--- EXERCISE MATERIALS Enclosed Below ---

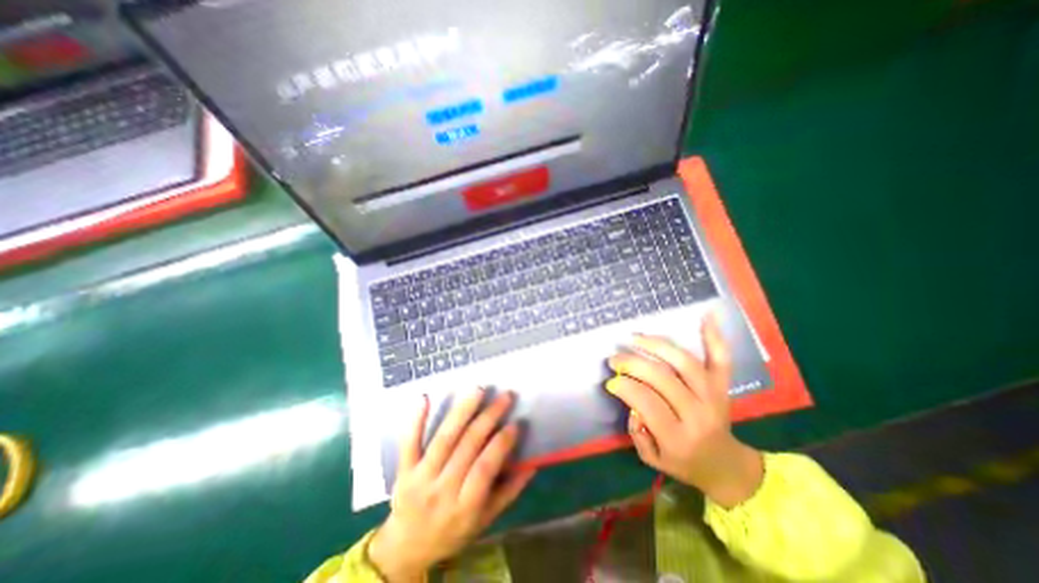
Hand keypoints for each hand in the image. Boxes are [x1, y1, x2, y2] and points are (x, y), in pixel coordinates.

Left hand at [368, 387, 535, 582]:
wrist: (406, 548)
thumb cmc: (453, 531)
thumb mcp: (485, 520)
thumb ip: (509, 491)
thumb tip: (532, 464)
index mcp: (465, 506)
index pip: (485, 468)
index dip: (501, 444)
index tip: (515, 423)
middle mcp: (442, 490)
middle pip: (467, 446)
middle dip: (489, 417)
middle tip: (505, 397)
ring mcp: (420, 478)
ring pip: (444, 439)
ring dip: (462, 411)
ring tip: (478, 390)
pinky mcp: (404, 470)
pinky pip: (409, 442)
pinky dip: (416, 419)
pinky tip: (425, 397)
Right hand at [610, 313, 759, 504]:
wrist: (726, 466)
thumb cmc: (684, 463)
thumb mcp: (652, 459)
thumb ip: (637, 433)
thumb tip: (630, 402)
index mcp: (679, 436)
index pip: (647, 402)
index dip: (625, 387)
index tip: (611, 381)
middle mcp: (698, 413)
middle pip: (662, 378)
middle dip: (632, 363)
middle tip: (614, 358)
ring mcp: (713, 395)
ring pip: (684, 362)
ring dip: (656, 345)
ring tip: (635, 337)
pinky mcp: (723, 386)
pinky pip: (721, 359)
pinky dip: (714, 336)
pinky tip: (707, 315)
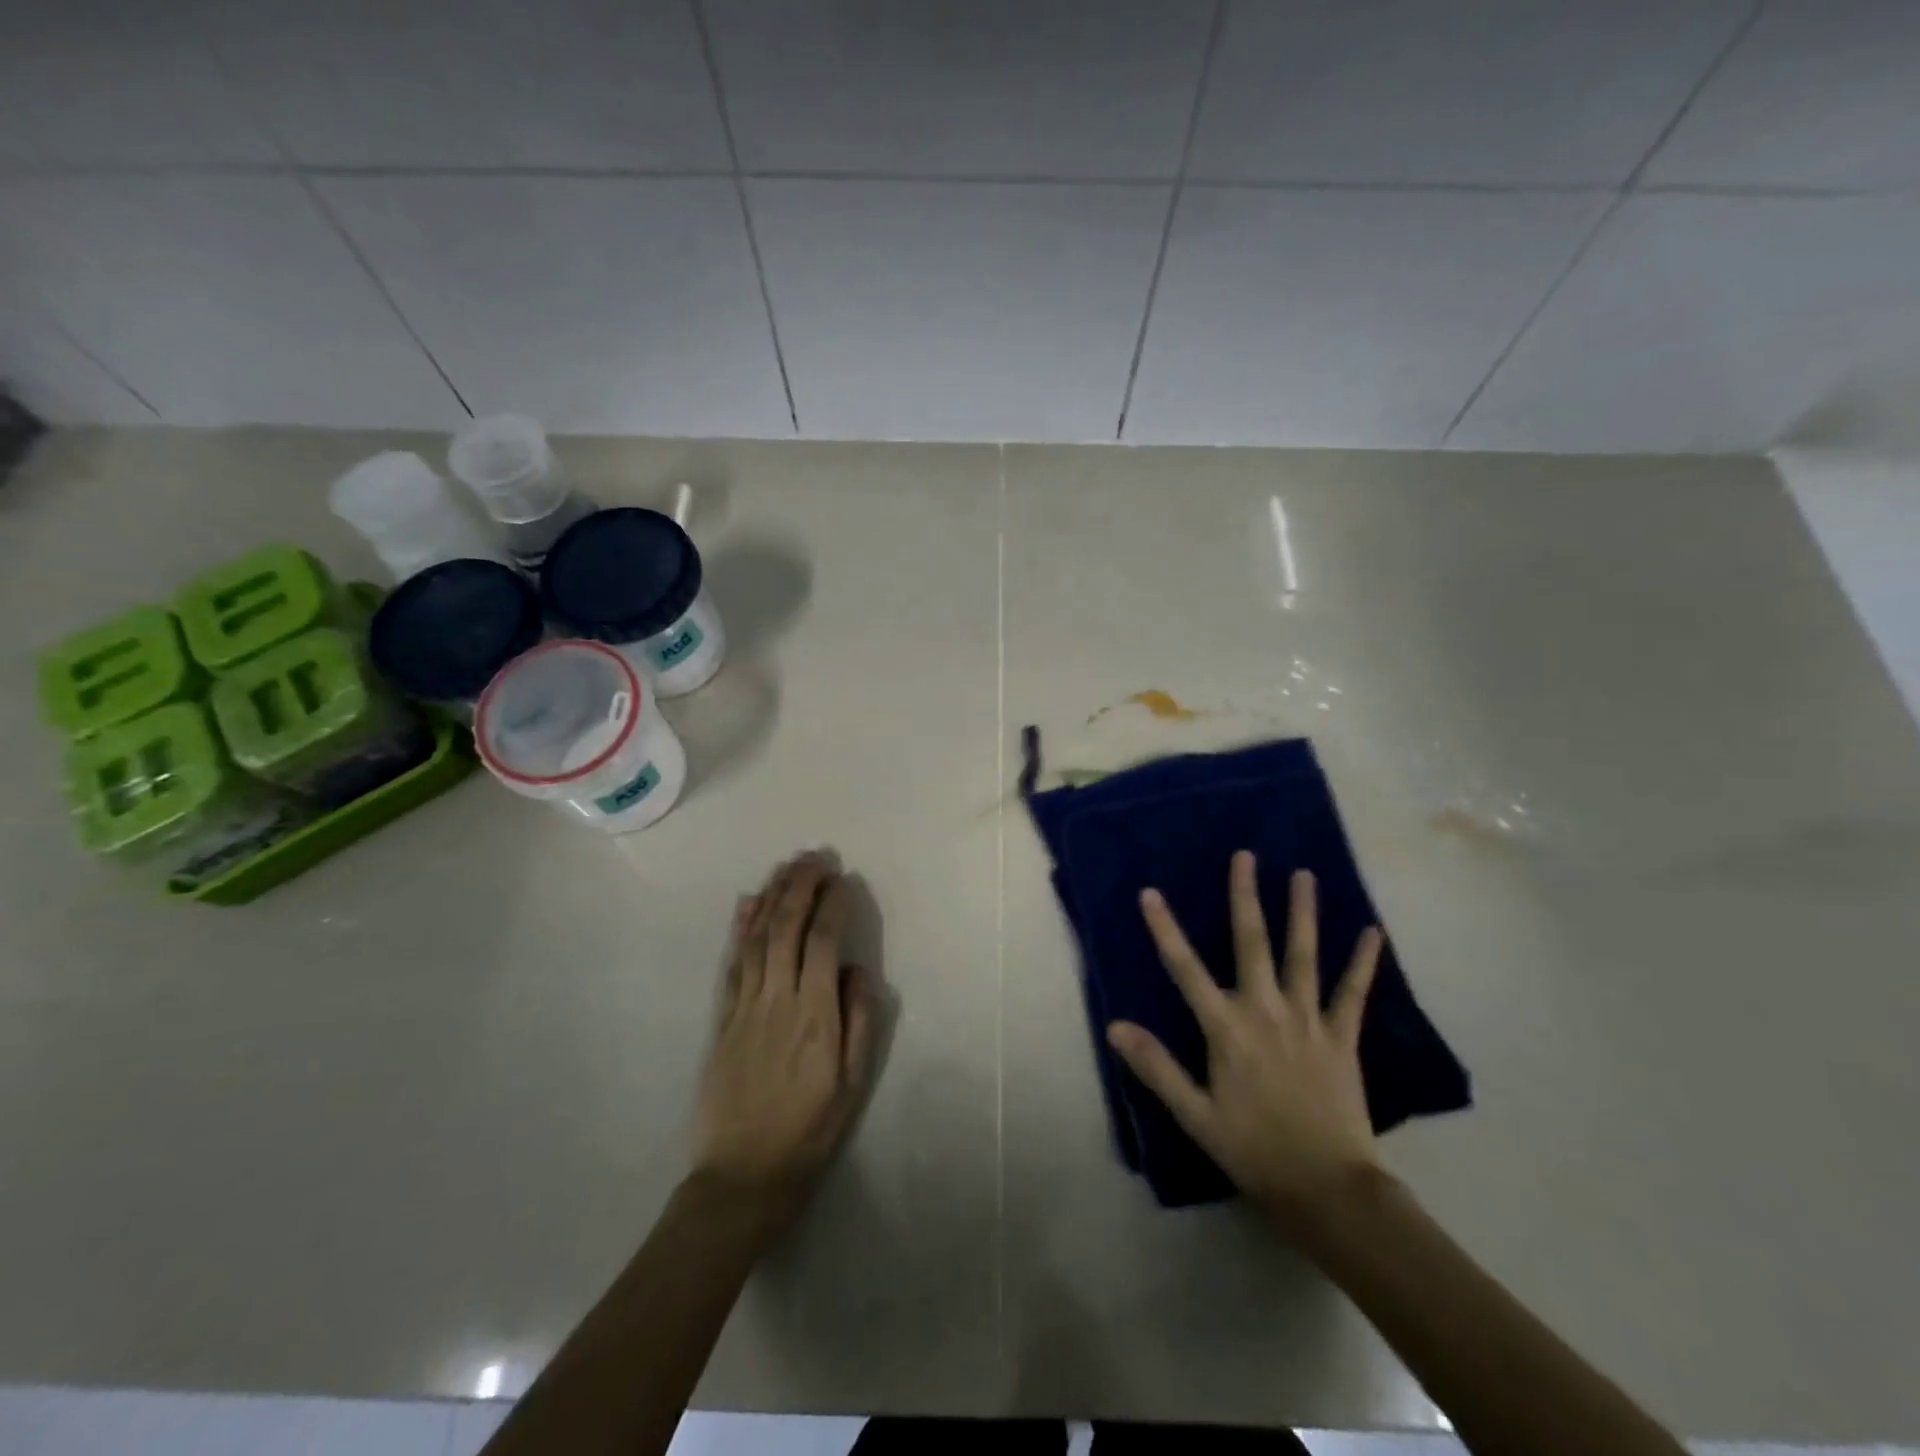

--- End of Enclosed EXERCISE MATERIALS ---

TASK TO CARRY OUT.
Scan the records above for the word "thumb". Show each line in which it appears.

TASK SOLUTION.
thumb cmc: (453, 531)
thumb mcp: (485, 520)
thumb ip: (509, 491)
thumb tip: (532, 464)
thumb cmc: (684, 463)
thumb mcp: (652, 459)
thumb ip: (637, 433)
thumb tip: (630, 402)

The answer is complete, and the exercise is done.